Walking into your kitchen, do you ever get that image of Dr. Suez's saying “And this mess is so big and so deep and so tall, we can not pick it up, there is no way at all”? Are you a “Cleanliness is next to godliness” kind of person although the clutter is clouding your judgment? What if I told you, having your dream kitchen will not cost you an arm and a leg. A few fingers maybe?
In order to achieve any of these, you will need to keep an open mind. As Martha Stewart said “Without an open mind mind, you can never be a great success”. That being said, the question of the hour should be, how? The answer is really easy; all you actually have to do is move a few things around. With this intention, take the bitter pill; spend the time to save time for later.
ORGANIZING IS LIKE RAISING CAIN
Try to avert diving in head first through conducting a list. That is to say make a list of all the changes you would like to implement, as well as each and every piece of equipment you would be using in the process. Here, following the good start makes a good ending theory. Organizing your kitchen calls for energy, willingness and Job's patience. For this reason, I strongly advocate a clear mind and a good night sleep.

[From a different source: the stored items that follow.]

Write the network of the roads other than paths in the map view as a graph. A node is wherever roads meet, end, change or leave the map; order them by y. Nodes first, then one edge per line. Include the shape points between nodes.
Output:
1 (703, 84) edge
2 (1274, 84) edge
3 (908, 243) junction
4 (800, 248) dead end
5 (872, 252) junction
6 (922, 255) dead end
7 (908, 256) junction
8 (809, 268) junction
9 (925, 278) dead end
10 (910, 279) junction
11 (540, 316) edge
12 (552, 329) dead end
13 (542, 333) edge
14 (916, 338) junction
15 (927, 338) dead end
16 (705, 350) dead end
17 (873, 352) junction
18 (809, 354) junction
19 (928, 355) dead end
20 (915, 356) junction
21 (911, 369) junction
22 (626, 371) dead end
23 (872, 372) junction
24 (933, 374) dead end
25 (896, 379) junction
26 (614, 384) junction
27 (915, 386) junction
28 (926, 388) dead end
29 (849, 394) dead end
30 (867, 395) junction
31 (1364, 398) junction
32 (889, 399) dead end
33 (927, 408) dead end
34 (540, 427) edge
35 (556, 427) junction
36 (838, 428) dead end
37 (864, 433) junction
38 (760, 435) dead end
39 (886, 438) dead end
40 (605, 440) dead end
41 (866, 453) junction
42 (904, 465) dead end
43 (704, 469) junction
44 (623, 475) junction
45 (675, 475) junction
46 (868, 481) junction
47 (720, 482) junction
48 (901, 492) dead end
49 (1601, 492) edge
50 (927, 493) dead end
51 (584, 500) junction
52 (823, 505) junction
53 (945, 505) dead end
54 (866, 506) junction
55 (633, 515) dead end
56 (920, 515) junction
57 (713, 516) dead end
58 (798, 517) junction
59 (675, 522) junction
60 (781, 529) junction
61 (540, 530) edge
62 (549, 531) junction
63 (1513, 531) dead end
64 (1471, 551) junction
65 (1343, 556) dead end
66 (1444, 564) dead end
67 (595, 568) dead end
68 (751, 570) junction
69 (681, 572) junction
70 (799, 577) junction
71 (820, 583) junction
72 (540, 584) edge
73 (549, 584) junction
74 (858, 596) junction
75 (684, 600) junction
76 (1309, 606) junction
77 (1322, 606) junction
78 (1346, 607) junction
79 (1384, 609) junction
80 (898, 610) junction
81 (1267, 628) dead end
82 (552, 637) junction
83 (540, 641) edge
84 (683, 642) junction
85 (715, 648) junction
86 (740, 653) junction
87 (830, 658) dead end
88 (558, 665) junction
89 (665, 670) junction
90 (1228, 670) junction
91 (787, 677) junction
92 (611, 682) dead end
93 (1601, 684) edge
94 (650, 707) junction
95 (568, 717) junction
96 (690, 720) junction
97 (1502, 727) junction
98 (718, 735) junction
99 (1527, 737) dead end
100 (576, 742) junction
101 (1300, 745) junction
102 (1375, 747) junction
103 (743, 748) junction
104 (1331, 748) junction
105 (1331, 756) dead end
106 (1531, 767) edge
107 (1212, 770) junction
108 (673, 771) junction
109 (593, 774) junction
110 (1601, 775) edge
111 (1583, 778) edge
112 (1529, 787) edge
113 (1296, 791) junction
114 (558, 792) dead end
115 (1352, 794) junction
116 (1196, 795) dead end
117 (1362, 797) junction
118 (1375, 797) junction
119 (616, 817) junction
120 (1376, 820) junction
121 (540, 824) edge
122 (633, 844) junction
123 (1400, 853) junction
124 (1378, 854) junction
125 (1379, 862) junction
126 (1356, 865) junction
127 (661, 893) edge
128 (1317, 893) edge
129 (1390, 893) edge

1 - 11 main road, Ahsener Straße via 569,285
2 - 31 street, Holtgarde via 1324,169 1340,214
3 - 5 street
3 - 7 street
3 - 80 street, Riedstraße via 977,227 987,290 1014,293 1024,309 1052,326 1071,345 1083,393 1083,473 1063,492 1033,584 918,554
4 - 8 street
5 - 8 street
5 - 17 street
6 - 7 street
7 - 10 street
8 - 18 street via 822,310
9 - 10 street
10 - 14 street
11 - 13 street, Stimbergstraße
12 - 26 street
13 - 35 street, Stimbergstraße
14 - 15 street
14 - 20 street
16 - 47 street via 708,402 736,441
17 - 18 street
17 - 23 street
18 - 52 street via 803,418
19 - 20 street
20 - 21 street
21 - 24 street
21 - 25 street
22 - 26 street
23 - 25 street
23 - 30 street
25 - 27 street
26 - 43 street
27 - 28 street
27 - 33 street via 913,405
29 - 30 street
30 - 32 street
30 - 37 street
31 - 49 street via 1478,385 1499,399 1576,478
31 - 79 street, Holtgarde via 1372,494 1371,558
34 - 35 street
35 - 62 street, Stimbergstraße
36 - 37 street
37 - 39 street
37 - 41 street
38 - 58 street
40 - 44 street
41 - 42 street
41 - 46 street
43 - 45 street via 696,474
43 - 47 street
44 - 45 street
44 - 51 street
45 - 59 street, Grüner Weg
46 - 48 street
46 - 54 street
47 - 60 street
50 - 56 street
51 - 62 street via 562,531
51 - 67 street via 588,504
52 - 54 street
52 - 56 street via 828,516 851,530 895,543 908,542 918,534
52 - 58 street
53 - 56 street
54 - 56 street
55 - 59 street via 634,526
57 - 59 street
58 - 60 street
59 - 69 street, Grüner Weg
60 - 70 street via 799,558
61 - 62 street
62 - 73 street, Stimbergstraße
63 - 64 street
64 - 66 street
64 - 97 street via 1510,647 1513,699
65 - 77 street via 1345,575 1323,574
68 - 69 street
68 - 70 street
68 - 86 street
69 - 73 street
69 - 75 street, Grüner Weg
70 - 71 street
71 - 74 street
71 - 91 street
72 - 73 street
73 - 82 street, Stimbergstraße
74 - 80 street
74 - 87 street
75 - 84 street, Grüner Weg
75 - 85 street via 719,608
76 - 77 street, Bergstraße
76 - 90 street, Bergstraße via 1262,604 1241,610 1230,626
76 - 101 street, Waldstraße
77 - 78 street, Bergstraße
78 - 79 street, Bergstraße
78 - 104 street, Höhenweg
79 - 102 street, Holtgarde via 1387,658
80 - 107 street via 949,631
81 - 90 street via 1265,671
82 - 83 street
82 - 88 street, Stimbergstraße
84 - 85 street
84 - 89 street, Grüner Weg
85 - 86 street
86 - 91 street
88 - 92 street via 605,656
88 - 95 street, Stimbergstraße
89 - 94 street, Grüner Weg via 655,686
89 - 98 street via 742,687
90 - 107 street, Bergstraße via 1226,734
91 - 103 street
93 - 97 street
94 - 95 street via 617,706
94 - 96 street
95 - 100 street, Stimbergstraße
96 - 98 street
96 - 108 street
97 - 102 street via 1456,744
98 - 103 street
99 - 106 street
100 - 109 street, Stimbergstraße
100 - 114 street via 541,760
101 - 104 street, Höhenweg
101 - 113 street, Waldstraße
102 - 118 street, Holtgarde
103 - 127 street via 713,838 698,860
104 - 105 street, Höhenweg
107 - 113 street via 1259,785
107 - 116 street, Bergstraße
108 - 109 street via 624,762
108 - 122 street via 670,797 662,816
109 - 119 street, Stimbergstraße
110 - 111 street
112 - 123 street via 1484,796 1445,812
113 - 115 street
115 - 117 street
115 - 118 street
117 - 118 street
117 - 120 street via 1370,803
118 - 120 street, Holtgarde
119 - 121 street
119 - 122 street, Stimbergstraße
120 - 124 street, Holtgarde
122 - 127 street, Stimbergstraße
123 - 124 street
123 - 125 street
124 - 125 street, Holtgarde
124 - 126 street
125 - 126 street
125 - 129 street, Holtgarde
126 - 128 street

According to organization experts; dividing your kitchen into different zones proves to be the acid test. To put you right on the ball of things, each zone should hold items within the same category. Correspondingly, do not place your dishwasher inside your cooking zone or the microwave within the cleaning zone.
Let Us Start Organizing
The cuisine is likely to be divided into four different functioning areas:
1. The preparation zone: That's where all your food preparations take place. This can obviously range from making a meat loaf to preparing a multi-coarse meal. In other words, that is where all the action is. On the whole, this area is used for cleaning, chopping, mincing and mixing all kinds of food. Therefore, this area should hold all your knives and cutting boards.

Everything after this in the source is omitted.